DATA EXTRACT
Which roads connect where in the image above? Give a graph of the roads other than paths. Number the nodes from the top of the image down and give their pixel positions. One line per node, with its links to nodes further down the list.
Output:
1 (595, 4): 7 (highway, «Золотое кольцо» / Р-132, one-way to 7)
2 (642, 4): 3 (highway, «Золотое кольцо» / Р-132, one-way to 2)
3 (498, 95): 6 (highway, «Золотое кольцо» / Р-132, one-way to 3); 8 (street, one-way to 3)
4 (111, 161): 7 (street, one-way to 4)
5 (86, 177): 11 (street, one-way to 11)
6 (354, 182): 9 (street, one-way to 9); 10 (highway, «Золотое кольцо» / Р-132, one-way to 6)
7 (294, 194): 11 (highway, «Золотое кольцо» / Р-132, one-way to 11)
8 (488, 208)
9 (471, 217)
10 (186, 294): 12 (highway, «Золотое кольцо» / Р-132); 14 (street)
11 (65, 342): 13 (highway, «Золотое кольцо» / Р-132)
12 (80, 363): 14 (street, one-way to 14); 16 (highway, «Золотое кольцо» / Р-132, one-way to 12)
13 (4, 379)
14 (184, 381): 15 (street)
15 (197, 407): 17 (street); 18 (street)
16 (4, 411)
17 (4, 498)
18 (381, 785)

EXERCISE OBJECTIVE
Your answer must be the full listing, restated word for word.

TASK SOLUTION
Which roads connect where in the image above? Give a graph of the roads other than paths. Number the nodes from the top of the image down and give their pixel positions. One line per node, with its links to nodes further down the list.
Output:
1 (595, 4): 7 (highway, «Золотое кольцо» / Р-132, one-way to 7)
2 (642, 4): 3 (highway, «Золотое кольцо» / Р-132, one-way to 2)
3 (498, 95): 6 (highway, «Золотое кольцо» / Р-132, one-way to 3); 8 (street, one-way to 3)
4 (111, 161): 7 (street, one-way to 4)
5 (86, 177): 11 (street, one-way to 11)
6 (354, 182): 9 (street, one-way to 9); 10 (highway, «Золотое кольцо» / Р-132, one-way to 6)
7 (294, 194): 11 (highway, «Золотое кольцо» / Р-132, one-way to 11)
8 (488, 208)
9 (471, 217)
10 (186, 294): 12 (highway, «Золотое кольцо» / Р-132); 14 (street)
11 (65, 342): 13 (highway, «Золотое кольцо» / Р-132)
12 (80, 363): 14 (street, one-way to 14); 16 (highway, «Золотое кольцо» / Р-132, one-way to 12)
13 (4, 379)
14 (184, 381): 15 (street)
15 (197, 407): 17 (street); 18 (street)
16 (4, 411)
17 (4, 498)
18 (381, 785)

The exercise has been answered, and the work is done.